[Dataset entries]
== Segment start ==

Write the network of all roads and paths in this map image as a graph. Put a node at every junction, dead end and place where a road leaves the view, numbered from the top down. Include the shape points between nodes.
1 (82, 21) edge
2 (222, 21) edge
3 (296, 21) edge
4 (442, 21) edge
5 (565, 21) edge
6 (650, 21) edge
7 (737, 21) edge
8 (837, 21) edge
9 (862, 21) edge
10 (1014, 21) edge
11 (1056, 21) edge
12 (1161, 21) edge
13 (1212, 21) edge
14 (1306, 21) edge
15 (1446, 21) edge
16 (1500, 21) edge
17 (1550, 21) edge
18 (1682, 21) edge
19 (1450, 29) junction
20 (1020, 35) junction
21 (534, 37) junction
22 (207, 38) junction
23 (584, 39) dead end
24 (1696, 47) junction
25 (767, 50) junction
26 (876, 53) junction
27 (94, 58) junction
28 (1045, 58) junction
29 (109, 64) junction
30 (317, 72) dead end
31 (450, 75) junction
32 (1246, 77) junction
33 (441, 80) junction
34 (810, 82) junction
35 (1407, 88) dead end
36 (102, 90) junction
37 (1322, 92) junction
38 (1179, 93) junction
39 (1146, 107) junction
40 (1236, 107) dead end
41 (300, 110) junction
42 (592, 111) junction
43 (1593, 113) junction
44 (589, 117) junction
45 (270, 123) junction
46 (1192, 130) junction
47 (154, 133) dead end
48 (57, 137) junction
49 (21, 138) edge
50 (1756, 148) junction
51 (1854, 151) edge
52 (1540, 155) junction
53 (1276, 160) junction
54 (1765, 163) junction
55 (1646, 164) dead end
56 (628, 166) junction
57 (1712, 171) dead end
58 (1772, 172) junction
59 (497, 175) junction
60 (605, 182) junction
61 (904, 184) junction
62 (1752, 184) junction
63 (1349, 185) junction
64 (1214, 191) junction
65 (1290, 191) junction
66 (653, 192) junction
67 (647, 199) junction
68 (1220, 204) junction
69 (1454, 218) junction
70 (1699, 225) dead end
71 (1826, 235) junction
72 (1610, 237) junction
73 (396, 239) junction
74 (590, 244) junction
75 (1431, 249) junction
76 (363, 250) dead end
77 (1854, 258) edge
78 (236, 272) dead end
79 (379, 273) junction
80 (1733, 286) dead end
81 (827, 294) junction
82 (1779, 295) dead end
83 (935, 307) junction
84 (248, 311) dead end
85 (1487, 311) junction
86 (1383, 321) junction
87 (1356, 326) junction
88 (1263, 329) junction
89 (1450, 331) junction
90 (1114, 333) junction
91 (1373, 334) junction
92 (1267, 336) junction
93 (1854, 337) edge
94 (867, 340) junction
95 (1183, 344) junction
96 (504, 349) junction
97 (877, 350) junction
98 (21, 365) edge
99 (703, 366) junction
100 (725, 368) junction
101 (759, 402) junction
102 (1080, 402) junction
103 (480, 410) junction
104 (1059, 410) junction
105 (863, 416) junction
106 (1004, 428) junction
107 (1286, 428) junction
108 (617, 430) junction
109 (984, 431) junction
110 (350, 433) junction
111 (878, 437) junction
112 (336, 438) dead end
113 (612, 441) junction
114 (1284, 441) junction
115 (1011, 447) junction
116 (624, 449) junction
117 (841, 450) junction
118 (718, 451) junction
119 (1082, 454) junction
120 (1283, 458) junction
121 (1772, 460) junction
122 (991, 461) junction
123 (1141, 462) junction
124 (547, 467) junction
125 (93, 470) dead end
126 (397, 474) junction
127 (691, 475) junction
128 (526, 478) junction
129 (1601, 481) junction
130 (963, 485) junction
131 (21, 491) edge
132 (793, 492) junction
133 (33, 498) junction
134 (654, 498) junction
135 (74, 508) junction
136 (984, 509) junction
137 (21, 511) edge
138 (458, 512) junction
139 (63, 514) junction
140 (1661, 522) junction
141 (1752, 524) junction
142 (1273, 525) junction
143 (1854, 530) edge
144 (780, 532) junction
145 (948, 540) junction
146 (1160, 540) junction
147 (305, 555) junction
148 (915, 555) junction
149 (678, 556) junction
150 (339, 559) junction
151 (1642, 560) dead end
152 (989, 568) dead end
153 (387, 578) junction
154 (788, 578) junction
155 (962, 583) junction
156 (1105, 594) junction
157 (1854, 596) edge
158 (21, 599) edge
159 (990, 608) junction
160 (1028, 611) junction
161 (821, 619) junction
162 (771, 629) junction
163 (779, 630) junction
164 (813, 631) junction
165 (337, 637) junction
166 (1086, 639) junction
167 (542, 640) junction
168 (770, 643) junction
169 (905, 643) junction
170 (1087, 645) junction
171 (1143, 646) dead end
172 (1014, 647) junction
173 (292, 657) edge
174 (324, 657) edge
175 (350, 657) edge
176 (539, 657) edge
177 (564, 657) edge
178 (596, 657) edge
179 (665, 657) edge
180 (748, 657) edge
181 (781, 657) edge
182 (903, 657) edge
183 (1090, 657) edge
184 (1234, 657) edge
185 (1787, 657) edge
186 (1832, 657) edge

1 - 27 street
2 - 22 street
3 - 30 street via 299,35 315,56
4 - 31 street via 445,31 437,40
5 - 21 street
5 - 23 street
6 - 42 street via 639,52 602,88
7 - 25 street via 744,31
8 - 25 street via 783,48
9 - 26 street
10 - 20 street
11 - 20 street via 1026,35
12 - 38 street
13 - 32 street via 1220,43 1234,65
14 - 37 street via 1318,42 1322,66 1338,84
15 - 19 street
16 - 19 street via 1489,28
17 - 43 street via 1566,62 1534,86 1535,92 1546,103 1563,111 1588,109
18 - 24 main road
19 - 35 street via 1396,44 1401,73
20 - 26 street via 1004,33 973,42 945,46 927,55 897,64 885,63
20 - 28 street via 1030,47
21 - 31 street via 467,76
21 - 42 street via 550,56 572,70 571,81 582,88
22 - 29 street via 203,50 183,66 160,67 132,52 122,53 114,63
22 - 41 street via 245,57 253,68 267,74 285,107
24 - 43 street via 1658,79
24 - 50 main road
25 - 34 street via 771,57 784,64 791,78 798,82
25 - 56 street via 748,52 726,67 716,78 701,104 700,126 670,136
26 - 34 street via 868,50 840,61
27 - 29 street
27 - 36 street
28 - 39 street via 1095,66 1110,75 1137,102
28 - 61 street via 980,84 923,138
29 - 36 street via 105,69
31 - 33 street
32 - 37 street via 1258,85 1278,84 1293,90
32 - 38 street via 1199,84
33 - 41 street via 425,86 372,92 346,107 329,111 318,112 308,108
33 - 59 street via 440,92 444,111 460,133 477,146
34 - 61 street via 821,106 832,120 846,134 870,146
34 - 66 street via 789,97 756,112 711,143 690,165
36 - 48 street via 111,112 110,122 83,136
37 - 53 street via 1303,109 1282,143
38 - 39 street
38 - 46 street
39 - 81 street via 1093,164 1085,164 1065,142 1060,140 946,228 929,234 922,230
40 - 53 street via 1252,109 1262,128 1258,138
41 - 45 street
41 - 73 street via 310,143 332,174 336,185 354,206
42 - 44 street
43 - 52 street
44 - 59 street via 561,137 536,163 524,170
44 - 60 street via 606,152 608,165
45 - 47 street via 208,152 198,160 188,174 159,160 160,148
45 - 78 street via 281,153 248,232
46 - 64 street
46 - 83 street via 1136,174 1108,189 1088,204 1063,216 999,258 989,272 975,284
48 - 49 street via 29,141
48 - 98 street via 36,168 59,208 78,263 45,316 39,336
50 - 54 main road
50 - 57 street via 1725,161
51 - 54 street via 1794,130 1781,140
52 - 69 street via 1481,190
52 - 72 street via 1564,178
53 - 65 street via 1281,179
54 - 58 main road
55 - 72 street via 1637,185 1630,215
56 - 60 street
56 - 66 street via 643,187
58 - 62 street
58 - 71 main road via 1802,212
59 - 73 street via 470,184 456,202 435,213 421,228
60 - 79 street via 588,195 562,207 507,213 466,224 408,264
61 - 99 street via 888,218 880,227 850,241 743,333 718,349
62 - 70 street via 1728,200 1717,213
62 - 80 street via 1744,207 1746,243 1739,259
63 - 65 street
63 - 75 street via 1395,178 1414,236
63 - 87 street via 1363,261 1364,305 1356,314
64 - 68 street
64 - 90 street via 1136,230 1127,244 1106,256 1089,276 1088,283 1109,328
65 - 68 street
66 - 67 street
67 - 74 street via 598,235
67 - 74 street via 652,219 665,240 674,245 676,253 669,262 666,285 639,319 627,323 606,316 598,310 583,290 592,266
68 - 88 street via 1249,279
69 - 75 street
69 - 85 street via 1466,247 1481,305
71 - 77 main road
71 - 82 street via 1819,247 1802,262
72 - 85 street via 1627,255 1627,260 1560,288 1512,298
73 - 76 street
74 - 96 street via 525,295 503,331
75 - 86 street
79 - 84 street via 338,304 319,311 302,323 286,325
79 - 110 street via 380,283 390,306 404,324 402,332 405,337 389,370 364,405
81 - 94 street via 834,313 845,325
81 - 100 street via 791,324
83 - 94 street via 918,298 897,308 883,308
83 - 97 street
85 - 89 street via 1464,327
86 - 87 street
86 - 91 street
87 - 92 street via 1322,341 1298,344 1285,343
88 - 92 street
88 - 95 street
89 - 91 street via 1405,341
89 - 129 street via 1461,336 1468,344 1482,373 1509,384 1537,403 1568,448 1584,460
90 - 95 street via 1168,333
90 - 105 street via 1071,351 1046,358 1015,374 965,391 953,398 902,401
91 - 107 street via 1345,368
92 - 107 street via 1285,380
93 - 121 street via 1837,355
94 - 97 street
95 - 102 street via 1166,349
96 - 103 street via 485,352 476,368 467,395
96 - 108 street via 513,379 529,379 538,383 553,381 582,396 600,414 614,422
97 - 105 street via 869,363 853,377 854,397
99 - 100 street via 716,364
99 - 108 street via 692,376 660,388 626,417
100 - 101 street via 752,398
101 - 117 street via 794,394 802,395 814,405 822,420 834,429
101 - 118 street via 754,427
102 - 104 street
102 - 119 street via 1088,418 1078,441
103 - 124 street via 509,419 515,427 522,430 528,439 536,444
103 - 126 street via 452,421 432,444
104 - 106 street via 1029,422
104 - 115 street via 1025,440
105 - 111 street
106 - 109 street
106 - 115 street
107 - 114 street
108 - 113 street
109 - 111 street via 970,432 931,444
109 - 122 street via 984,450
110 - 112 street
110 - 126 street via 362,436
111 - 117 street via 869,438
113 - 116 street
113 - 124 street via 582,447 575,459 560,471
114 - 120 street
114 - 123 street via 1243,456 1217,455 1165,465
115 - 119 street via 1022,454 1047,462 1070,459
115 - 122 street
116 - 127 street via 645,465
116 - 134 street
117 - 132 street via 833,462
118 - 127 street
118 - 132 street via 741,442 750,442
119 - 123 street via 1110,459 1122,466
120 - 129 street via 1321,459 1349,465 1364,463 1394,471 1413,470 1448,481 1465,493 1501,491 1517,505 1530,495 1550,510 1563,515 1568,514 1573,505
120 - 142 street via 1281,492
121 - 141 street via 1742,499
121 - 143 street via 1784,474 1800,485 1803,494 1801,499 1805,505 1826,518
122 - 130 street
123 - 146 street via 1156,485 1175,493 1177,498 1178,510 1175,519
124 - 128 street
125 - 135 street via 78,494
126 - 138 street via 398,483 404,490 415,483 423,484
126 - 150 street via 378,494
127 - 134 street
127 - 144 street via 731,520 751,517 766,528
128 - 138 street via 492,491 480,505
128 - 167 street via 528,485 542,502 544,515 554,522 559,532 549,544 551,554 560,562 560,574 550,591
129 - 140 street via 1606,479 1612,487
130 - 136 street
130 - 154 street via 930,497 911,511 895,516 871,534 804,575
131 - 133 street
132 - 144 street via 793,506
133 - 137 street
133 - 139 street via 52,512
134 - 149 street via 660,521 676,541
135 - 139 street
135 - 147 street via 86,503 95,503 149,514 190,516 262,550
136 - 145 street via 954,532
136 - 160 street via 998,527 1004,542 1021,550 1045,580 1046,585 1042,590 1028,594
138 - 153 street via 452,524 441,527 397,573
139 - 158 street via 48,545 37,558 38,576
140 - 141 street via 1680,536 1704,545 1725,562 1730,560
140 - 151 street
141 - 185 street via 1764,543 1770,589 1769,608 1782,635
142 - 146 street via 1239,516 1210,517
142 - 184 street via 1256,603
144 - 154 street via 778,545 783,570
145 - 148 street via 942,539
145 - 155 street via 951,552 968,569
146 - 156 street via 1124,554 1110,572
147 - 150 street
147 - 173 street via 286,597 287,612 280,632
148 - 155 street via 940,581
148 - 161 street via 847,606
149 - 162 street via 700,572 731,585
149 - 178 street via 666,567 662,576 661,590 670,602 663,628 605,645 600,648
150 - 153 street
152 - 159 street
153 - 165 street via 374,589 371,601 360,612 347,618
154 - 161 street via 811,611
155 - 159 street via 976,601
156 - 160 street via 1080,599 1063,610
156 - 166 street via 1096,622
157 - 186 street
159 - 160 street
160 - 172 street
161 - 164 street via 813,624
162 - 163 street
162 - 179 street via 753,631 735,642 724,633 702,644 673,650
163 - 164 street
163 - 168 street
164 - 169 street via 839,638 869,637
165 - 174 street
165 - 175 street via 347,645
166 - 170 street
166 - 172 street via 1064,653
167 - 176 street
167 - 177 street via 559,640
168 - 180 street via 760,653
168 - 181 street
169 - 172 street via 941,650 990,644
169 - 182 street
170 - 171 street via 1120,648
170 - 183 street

== Segment end ==

● Requirement:
Take the entries above and copy out all lines with the string "main".

● Exercise result:
18 - 24 main road
24 - 50 main road
50 - 54 main road
54 - 58 main road
58 - 71 main road via 1802,212
71 - 77 main road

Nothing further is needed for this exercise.